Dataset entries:
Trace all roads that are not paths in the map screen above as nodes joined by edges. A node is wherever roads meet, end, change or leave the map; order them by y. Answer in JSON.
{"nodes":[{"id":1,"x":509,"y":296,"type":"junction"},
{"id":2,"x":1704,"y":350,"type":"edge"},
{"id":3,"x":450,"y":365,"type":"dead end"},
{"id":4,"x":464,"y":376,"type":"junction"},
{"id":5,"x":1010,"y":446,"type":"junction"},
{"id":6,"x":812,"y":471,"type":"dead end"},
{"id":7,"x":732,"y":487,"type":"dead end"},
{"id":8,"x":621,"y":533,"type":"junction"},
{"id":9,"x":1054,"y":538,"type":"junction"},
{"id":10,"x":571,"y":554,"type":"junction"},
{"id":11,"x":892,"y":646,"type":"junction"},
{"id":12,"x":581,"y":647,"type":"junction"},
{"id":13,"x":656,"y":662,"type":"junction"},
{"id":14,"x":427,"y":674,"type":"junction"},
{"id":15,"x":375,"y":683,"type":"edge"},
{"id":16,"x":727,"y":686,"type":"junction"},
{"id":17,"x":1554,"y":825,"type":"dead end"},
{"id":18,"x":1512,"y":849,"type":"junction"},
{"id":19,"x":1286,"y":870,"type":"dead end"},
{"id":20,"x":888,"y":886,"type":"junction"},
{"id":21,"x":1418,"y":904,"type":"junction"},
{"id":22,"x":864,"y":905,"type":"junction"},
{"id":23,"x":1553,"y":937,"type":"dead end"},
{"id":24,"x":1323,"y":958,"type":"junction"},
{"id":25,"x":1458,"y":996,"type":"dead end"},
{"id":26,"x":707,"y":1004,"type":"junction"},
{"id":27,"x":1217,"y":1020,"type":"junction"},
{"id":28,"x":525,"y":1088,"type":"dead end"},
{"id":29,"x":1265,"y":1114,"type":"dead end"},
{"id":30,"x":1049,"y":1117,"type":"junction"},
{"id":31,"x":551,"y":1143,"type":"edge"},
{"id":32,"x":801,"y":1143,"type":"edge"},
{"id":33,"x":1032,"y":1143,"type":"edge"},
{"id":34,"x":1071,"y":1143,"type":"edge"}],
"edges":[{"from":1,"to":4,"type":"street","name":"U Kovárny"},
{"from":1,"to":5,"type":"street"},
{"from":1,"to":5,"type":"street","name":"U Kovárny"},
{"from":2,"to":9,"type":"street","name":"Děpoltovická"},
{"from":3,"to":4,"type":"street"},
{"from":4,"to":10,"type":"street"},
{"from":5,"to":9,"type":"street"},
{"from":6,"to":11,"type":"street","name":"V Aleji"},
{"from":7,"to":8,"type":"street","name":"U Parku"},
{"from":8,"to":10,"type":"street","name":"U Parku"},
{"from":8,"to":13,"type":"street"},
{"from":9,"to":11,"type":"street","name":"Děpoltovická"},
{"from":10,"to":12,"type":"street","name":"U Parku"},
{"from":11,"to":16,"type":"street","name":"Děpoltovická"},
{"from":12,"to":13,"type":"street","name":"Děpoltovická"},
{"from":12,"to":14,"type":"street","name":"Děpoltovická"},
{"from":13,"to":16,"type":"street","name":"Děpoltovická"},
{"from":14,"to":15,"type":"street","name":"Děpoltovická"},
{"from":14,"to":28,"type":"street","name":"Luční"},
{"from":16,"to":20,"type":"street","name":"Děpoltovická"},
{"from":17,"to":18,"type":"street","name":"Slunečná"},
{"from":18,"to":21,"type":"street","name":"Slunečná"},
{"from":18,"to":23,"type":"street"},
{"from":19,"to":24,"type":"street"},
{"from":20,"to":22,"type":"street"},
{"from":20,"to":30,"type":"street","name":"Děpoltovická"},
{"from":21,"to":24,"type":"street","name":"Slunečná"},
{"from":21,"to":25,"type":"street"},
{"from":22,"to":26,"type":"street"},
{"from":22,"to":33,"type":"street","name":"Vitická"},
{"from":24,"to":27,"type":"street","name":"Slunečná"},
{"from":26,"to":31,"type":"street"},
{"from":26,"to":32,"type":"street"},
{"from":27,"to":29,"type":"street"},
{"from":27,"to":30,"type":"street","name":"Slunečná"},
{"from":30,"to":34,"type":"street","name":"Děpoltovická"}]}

• _EXERCISE INSTRUCTIONS_
Repeat the data exactly as it was given above.

• _SOLUTION_
Trace all roads that are not paths in the map screen above as nodes joined by edges. A node is wherever roads meet, end, change or leave the map; order them by y. Answer in JSON.
{"nodes":[{"id":1,"x":509,"y":296,"type":"junction"},
{"id":2,"x":1704,"y":350,"type":"edge"},
{"id":3,"x":450,"y":365,"type":"dead end"},
{"id":4,"x":464,"y":376,"type":"junction"},
{"id":5,"x":1010,"y":446,"type":"junction"},
{"id":6,"x":812,"y":471,"type":"dead end"},
{"id":7,"x":732,"y":487,"type":"dead end"},
{"id":8,"x":621,"y":533,"type":"junction"},
{"id":9,"x":1054,"y":538,"type":"junction"},
{"id":10,"x":571,"y":554,"type":"junction"},
{"id":11,"x":892,"y":646,"type":"junction"},
{"id":12,"x":581,"y":647,"type":"junction"},
{"id":13,"x":656,"y":662,"type":"junction"},
{"id":14,"x":427,"y":674,"type":"junction"},
{"id":15,"x":375,"y":683,"type":"edge"},
{"id":16,"x":727,"y":686,"type":"junction"},
{"id":17,"x":1554,"y":825,"type":"dead end"},
{"id":18,"x":1512,"y":849,"type":"junction"},
{"id":19,"x":1286,"y":870,"type":"dead end"},
{"id":20,"x":888,"y":886,"type":"junction"},
{"id":21,"x":1418,"y":904,"type":"junction"},
{"id":22,"x":864,"y":905,"type":"junction"},
{"id":23,"x":1553,"y":937,"type":"dead end"},
{"id":24,"x":1323,"y":958,"type":"junction"},
{"id":25,"x":1458,"y":996,"type":"dead end"},
{"id":26,"x":707,"y":1004,"type":"junction"},
{"id":27,"x":1217,"y":1020,"type":"junction"},
{"id":28,"x":525,"y":1088,"type":"dead end"},
{"id":29,"x":1265,"y":1114,"type":"dead end"},
{"id":30,"x":1049,"y":1117,"type":"junction"},
{"id":31,"x":551,"y":1143,"type":"edge"},
{"id":32,"x":801,"y":1143,"type":"edge"},
{"id":33,"x":1032,"y":1143,"type":"edge"},
{"id":34,"x":1071,"y":1143,"type":"edge"}],
"edges":[{"from":1,"to":4,"type":"street","name":"U Kovárny"},
{"from":1,"to":5,"type":"street"},
{"from":1,"to":5,"type":"street","name":"U Kovárny"},
{"from":2,"to":9,"type":"street","name":"Děpoltovická"},
{"from":3,"to":4,"type":"street"},
{"from":4,"to":10,"type":"street"},
{"from":5,"to":9,"type":"street"},
{"from":6,"to":11,"type":"street","name":"V Aleji"},
{"from":7,"to":8,"type":"street","name":"U Parku"},
{"from":8,"to":10,"type":"street","name":"U Parku"},
{"from":8,"to":13,"type":"street"},
{"from":9,"to":11,"type":"street","name":"Děpoltovická"},
{"from":10,"to":12,"type":"street","name":"U Parku"},
{"from":11,"to":16,"type":"street","name":"Děpoltovická"},
{"from":12,"to":13,"type":"street","name":"Děpoltovická"},
{"from":12,"to":14,"type":"street","name":"Děpoltovická"},
{"from":13,"to":16,"type":"street","name":"Děpoltovická"},
{"from":14,"to":15,"type":"street","name":"Děpoltovická"},
{"from":14,"to":28,"type":"street","name":"Luční"},
{"from":16,"to":20,"type":"street","name":"Děpoltovická"},
{"from":17,"to":18,"type":"street","name":"Slunečná"},
{"from":18,"to":21,"type":"street","name":"Slunečná"},
{"from":18,"to":23,"type":"street"},
{"from":19,"to":24,"type":"street"},
{"from":20,"to":22,"type":"street"},
{"from":20,"to":30,"type":"street","name":"Děpoltovická"},
{"from":21,"to":24,"type":"street","name":"Slunečná"},
{"from":21,"to":25,"type":"street"},
{"from":22,"to":26,"type":"street"},
{"from":22,"to":33,"type":"street","name":"Vitická"},
{"from":24,"to":27,"type":"street","name":"Slunečná"},
{"from":26,"to":31,"type":"street"},
{"from":26,"to":32,"type":"street"},
{"from":27,"to":29,"type":"street"},
{"from":27,"to":30,"type":"street","name":"Slunečná"},
{"from":30,"to":34,"type":"street","name":"Děpoltovická"}]}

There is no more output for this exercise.